The tubes 1 are of the so-called harmonica type made by extruding aluminum,
and each comprise internal and longitudinal partitions 1a. The partitions
1a improve pressure resistance and heat conductivity of the tubes 1.
Alternatively, the flat tubes 1 may be seam-welded pipes or the like, each
preferably having an inner corrugated fin inserted therein to act as
longitudinal partitions.
The first mentioned fins 2 brazed to the tubes 1 are made by repeatedly
bending a strip of brazing sheet in a meandering manner. This brazing
sheet is composed of an aluminum core which is of the same width as the
tubes and has both sides coated with a brazing agent layer. It is highly
preferable that a number of louvers 2a are opened up in each corrugated
fin 2 so as to further improve heat exchange efficiency. The described
corrugated fins may be replaced with thin and straight plates each having
transverse slits formed at regulated intervals along one of its
longitudinal edges. Those plates will be arranged at regular intervals and
perpendicular to the tubes so that corresponding portions of each tube fit
in the slits.
FIG. 2 shows that the left-hand and right-hand headers 3 and 4 are each
composed of an inner longitudinal half 5 and an outer longitudinal half 6.
The halves are made of aluminum and face one another, with a row of tube
insertion apertures 5a being bored in the inner half 5. As shown in FIG.
3, the halves 5 and 6 have their edges 5b and 6b abutting against each
other. Those edges are complementarily stepped such that peripheries of
the halves are flush with one another, and are liquid-tightly brazed one
another. The edges 5b and 6b may however not be stepped, but flat or
complementarily oblique, if desired. One of the halves of each header 3
and 4 may alternatively have edges bent to form recesses in which the
corresponding edges of the other half tightly fit. Such overlapping edges
will advantageously increase their contact surfaces, to thereby improve
their adjoining strength.
Although the inner half 5 and the outer half 6 are substantially of the
same size, they may be of different sizes if necessary.

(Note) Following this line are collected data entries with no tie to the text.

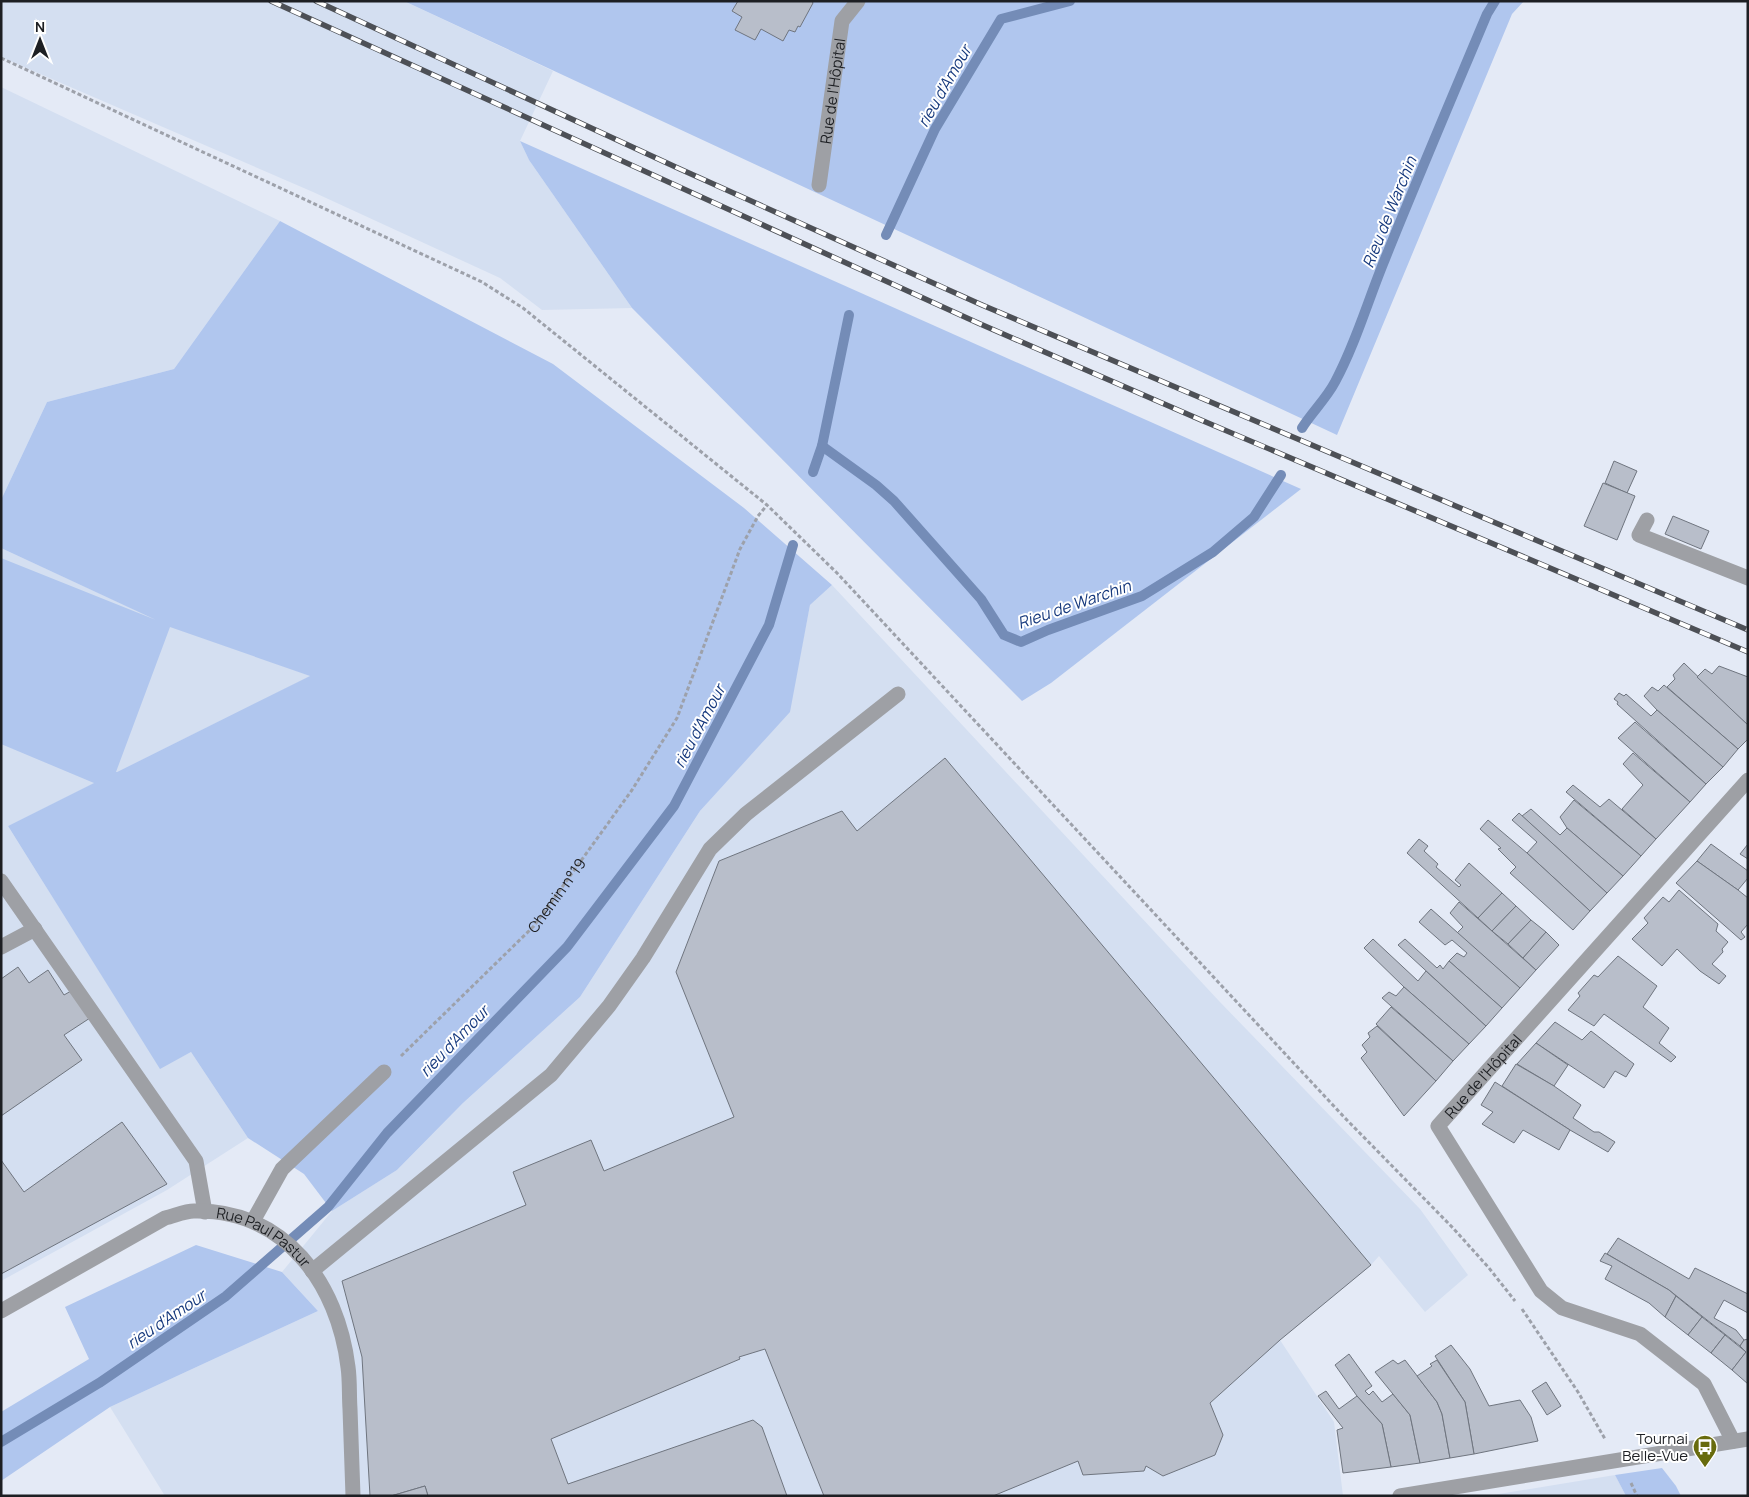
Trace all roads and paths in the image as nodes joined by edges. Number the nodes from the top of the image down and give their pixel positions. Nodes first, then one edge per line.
1 (858, 1) edge
2 (1, 58) edge
3 (819, 186) dead end
4 (767, 505) junction
5 (1647, 520) dead end
6 (1748, 578) edge
7 (898, 694) dead end
8 (1748, 780) edge
9 (1, 881) edge
10 (35, 930) junction
11 (1, 947) edge
12 (384, 1072) joint
13 (205, 1212) junction
14 (253, 1221) junction
15 (312, 1271) junction
16 (1, 1311) edge
17 (1740, 1440) edge
18 (1619, 1460) junction
19 (354, 1496) edge
20 (1400, 1496) edge

1 - 3 street, Rue de l'Hôpital
2 - 4 path
4 - 12 path, Chemin n°19
4 - 18 path
5 - 6 street
7 - 15 street
8 - 17 street, Rue de l'Hôpital
9 - 10 street
10 - 11 street
10 - 13 street
12 - 14 street
13 - 14 street, Rue Paul Pastur
13 - 16 street, Rue Paul Pastur
14 - 15 street, Rue Paul Pastur
15 - 19 street, Rue Paul Pastur
17 - 18 street
18 - 20 street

The ends of the
tubes 1 can easily be inserted in the header exactly to a regulated depth
depending on the size of the inner half in such a manner as will be
detailed hereinafter.
Thus, the ends of the tubes 1 are inserted to the regulated depth in the
inner half 5 through its apertures 5a, and are liquid-tightly brazed
thereto.
Both the longitudinal halves 5 and 6 of the header are made by pressing a
brazing sheet which is composed of an aluminum core having both sides
covered with a brazing agent layer. The header made of the brazing sheet
is advantageous in that the brazing of one of the halves 5 to the other
half 6 of the header, the brazing of the plurality of tubes 1 to the inner
half 5, the brazing of brackets 12 to the halves 5 and 6, and the brazing
of an inlet pipe 8 and an outlet pipe 9 for a heat exchanging medium to
the outer half 6 are all effected at the same time easily and surely in an
oven.
The left-hand and right-hand headers 3 and 4 have an upper and lower ends
closed with caps 7 and 7, respectively, as shown in FIG. 1. Those caps 7
gripping the outer peripheries of the header ends do contribute not only
to hold the halves 5 and 6 in their mating position in an unbrazed
preassembly, but also to protect the headers 3 and 4 from bursting, thus
improving pressure resistance of the brazed assembly.

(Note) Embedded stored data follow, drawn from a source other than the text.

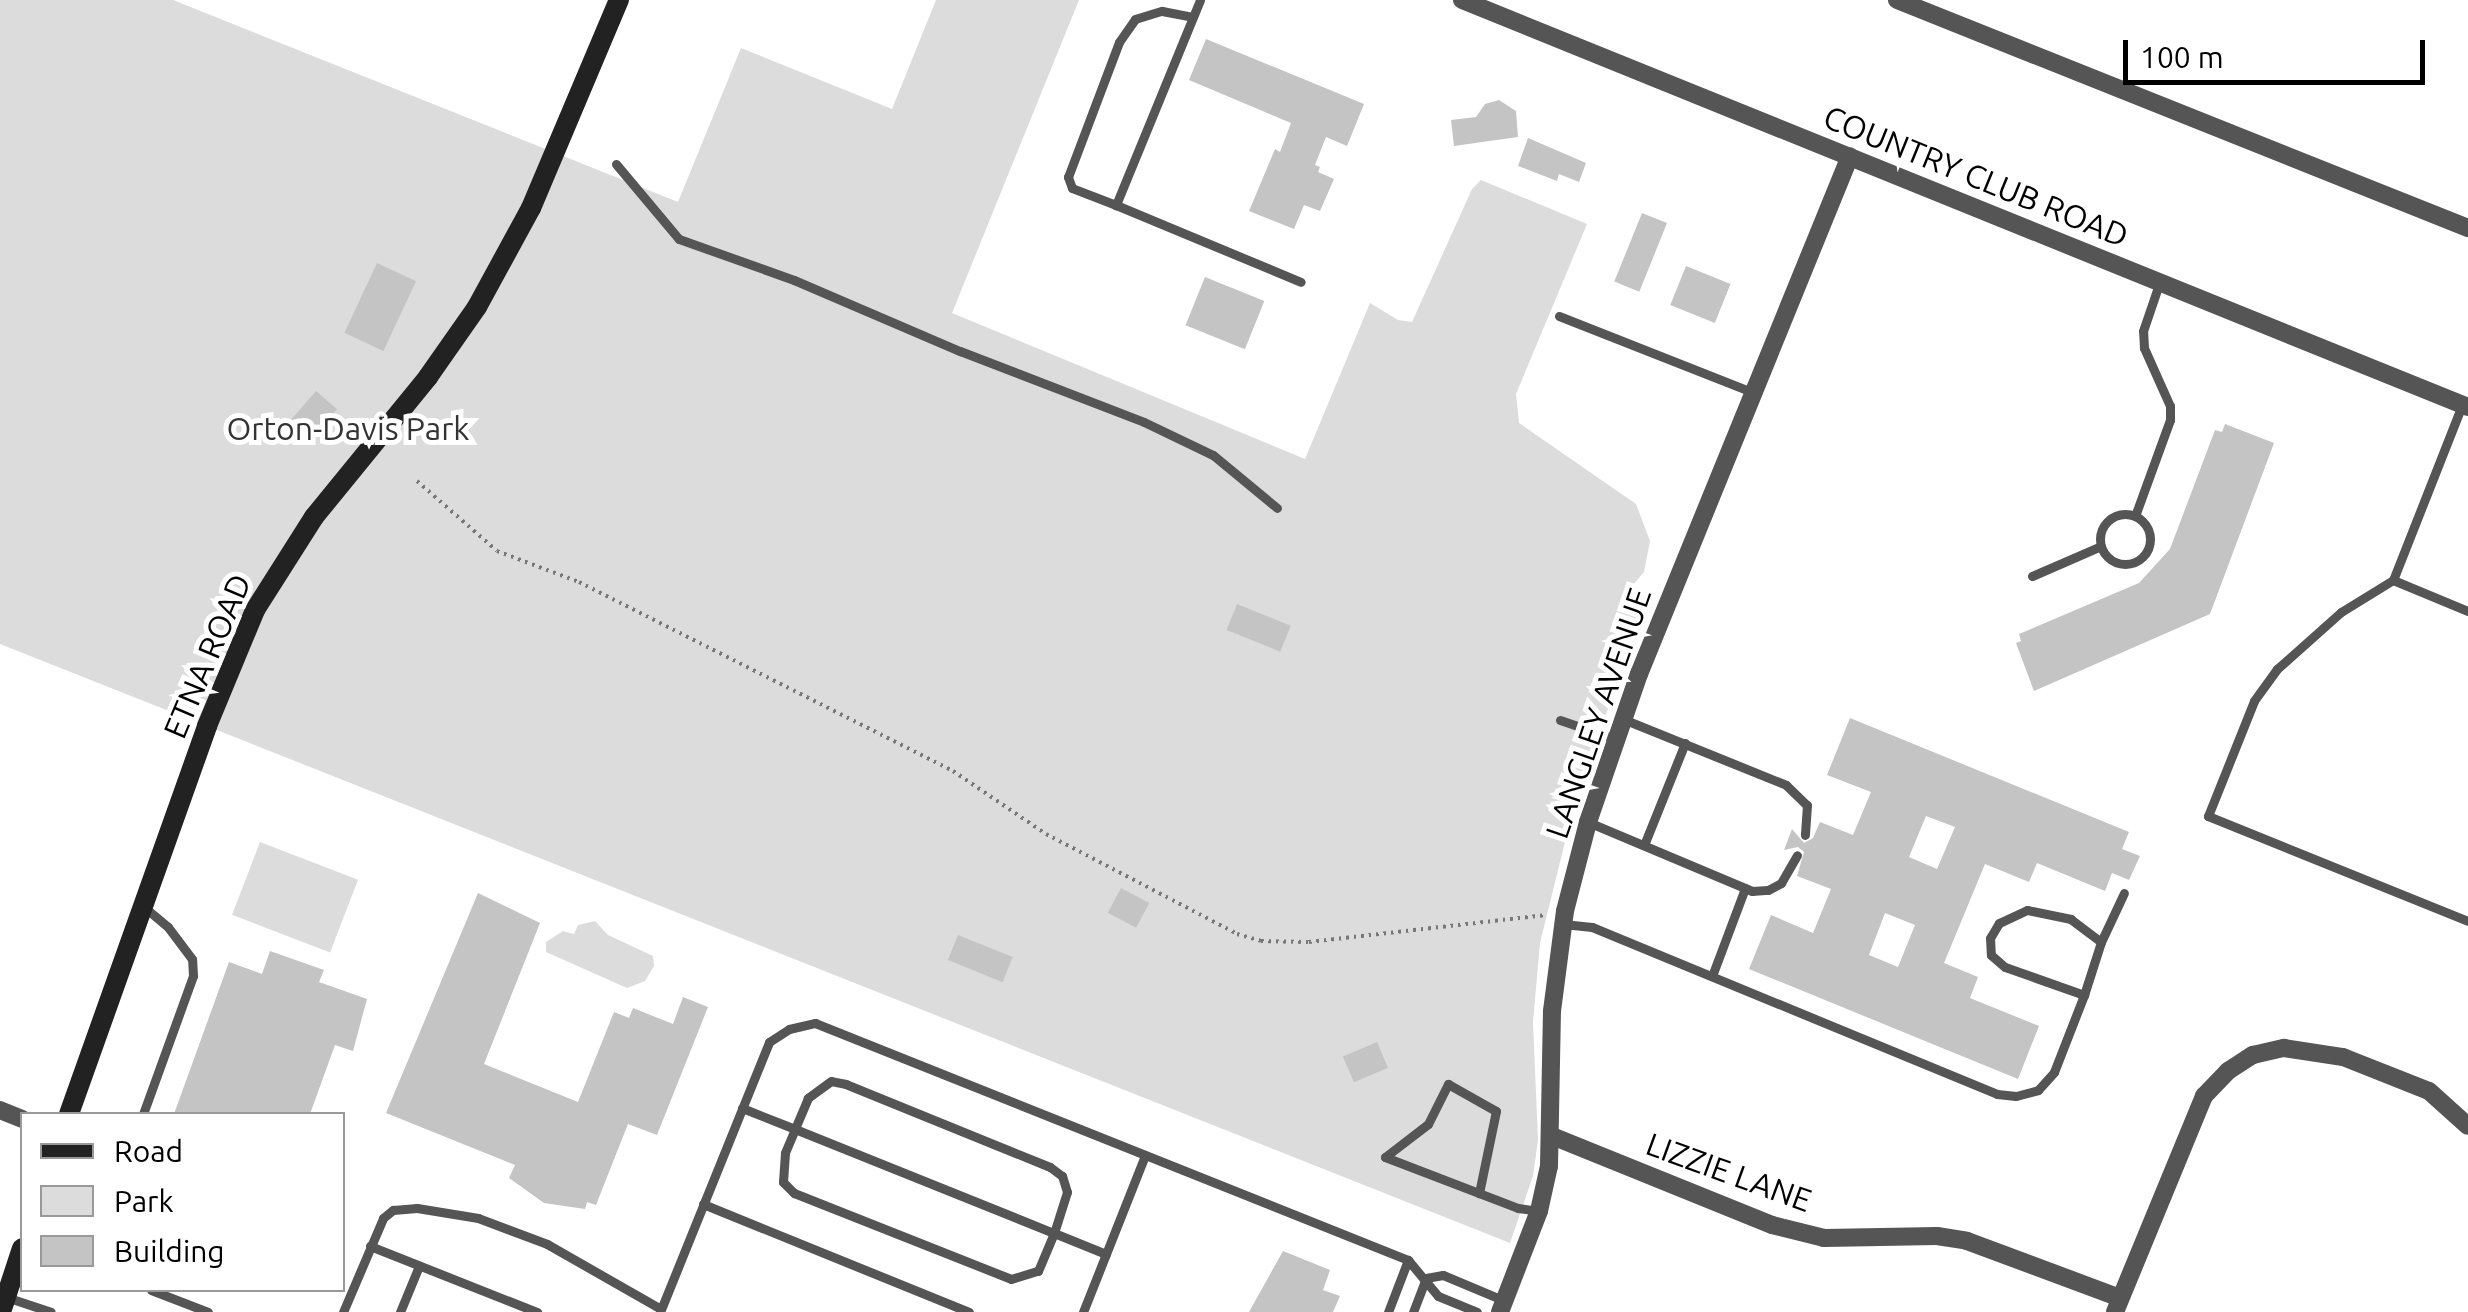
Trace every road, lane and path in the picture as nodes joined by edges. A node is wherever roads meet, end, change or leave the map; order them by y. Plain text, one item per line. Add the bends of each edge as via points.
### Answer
1 (618, 0) edge
2 (1200, 0) edge
3 (1462, 0) edge
4 (1897, 0) edge
5 (1192, 17) junction
6 (1850, 156) junction
7 (616, 164) dead end
8 (1116, 204) junction
9 (2468, 228) edge
10 (1301, 282) dead end
11 (2160, 282) junction
12 (1559, 316) dead end
13 (1752, 392) junction
14 (2465, 406) edge
15 (417, 482) dead end
16 (1276, 508) dead end
17 (2135, 516) junction
18 (2101, 546) junction
19 (2032, 576) dead end
20 (2393, 580) junction
21 (2468, 611) edge
22 (1623, 719) junction
23 (1560, 720) dead end
24 (1616, 739) junction
25 (1684, 743) junction
26 (1588, 822) junction
27 (1805, 835) dead end
28 (1644, 846) junction
29 (1797, 855) dead end
30 (1745, 888) junction
31 (2124, 893) dead end
32 (144, 908) junction
33 (1564, 917) junction
34 (2468, 922) edge
35 (2101, 942) junction
36 (1712, 976) junction
37 (2084, 995) junction
38 (742, 1108) junction
39 (70, 1112) edge
40 (143, 1112) edge
41 (2468, 1126) edge
42 (795, 1128) junction
43 (1552, 1136) junction
44 (1144, 1158) junction
45 (1479, 1193) junction
46 (704, 1204) junction
47 (1539, 1211) junction
48 (1054, 1233) junction
49 (370, 1246) junction
50 (20, 1254) edge
51 (1106, 1254) junction
52 (1408, 1260) junction
53 (419, 1266) junction
54 (1426, 1278) junction
55 (156, 1292) edge
56 (4, 1304) edge
57 (2118, 1305) edge
58 (1502, 1306) edge
59 (660, 1311) edge
60 (51, 1312) edge
61 (208, 1312) edge
62 (343, 1312) edge
63 (400, 1312) edge
64 (536, 1312) edge
65 (969, 1312) edge
66 (1083, 1312) edge
67 (1388, 1312) edge
68 (1413, 1312) edge
69 (1478, 1312) edge

1 - 32 street, ETNA ROAD via 531,208 477,307 314,517 255,610
2 - 5 lane
3 - 6 street, COUNTRY CLUB ROAD
4 - 9 street
5 - 8 lane
5 - 8 lane via 1162,11 1135,19 1118,42 1068,177 1072,188
6 - 11 street, COUNTRY CLUB ROAD
6 - 13 street, LANGLEY AVENUE
7 - 16 lane via 679,239 1144,422 1214,455
8 - 10 lane
11 - 14 street, COUNTRY CLUB ROAD
11 - 17 lane via 2143,330 2144,348 2170,420
12 - 13 lane
13 - 22 street, LANGLEY AVENUE
14 - 20 lane
15 - 33 path via 497,551 579,582 954,771 1046,834 1238,934 1309,942
17 - 18 lane via 2121,514 2106,523
17 - 18 lane via 2151,538 2140,560 2117,563
18 - 19 lane
20 - 21 lane
20 - 34 lane via 2341,612 2277,669 2254,702 2208,816
22 - 24 street, LANGLEY AVENUE
22 - 25 lane
23 - 24 lane
24 - 26 street, LANGLEY AVENUE
25 - 27 lane via 1800,794 1810,818
25 - 28 lane
26 - 28 lane
26 - 33 street, LANGLEY AVENUE
28 - 30 lane
29 - 30 lane via 1781,883 1768,890
30 - 36 lane
31 - 35 lane
32 - 39 street, ETNA ROAD
32 - 40 lane via 192,959 194,976
33 - 36 lane
33 - 43 street, LANGLEY AVENUE via 1552,1010
35 - 37 lane
35 - 37 lane via 2070,919 2027,910 1998,923 1990,938 1991,954 2006,967
36 - 37 lane via 1996,1094 2016,1096 2038,1090 2054,1072
38 - 42 lane
38 - 44 lane via 769,1042 815,1022
38 - 46 lane
41 - 57 street via 2430,1091 2343,1056 2284,1048 2253,1056 2204,1096
42 - 48 lane
42 - 48 lane via 808,1098 831,1081 863,1091 1050,1167 1067,1192
42 - 48 lane via 783,1182 794,1193 1012,1279 1038,1271
43 - 47 street, LANGLEY AVENUE
43 - 57 street, LIZZIE LANE via 1772,1225 1824,1238 1967,1241
44 - 51 lane
44 - 52 lane
45 - 45 lane via 1386,1157 1428,1124 1448,1084 1496,1110
45 - 47 lane
46 - 59 lane
46 - 65 lane
47 - 58 street, LANGLEY AVENUE
48 - 51 lane
49 - 53 lane
49 - 59 lane via 393,1210 478,1218 546,1244
49 - 62 lane
50 - 56 street
51 - 66 lane
52 - 54 lane
52 - 67 lane
53 - 63 lane
53 - 64 lane
54 - 58 lane via 1443,1274
54 - 68 lane
54 - 69 lane via 1438,1296
55 - 61 lane
56 - 60 lane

Fluid-tightly connected to an upper and outer side of the left-hand header
3 is the heat exchanging medium inlet pipe 8, and similarly connected to a
lower and outer side of the right-hand header 4 is the outlet pipe 9. A
partition 10, which is secured in the left-hand header 3 and positioned
slightly above the middle thereof, divides the interior of this header
into an upper and lower compartments. A further partition 10 is secured in
the right-hand header 4 at about a quarter height thereof from bottom.
Those partitions 10 comprise each a main portion shaped to divide the
interior of each header 3 and 4, and a lockable portion extending outward
from the main portion's periphery so as to be seized by the peripheral
header wall. In detail, the lockable portion fits in a slot of the header
wall so that the partition 10 is fixed in and liquid-tightly brazed to
each header 3 and 4.
Thus, unit paths for the heat exchanging medium through the tubes are
divided into three groups, that is, an upper, middle and lower groups. The
heat exchanging medium enters the upper group of the paths through the
inlet pipe 8 and flows successively through all the three groups in a
meandering manner, before leaving this condenser through outlet pipe 9.
Air streams flowing through the spaces each defined between two adjacent
tubes 1 and including the corrugated fin 2 will exchange heat between it
and the medium which will consequently condense. For a better performance
of the condenser of this type, the cross-sectional area of the grouped
paths is preferably reduced gradually towards the outlet at successive
ratios corresponding to the change occurring in phase of the medium.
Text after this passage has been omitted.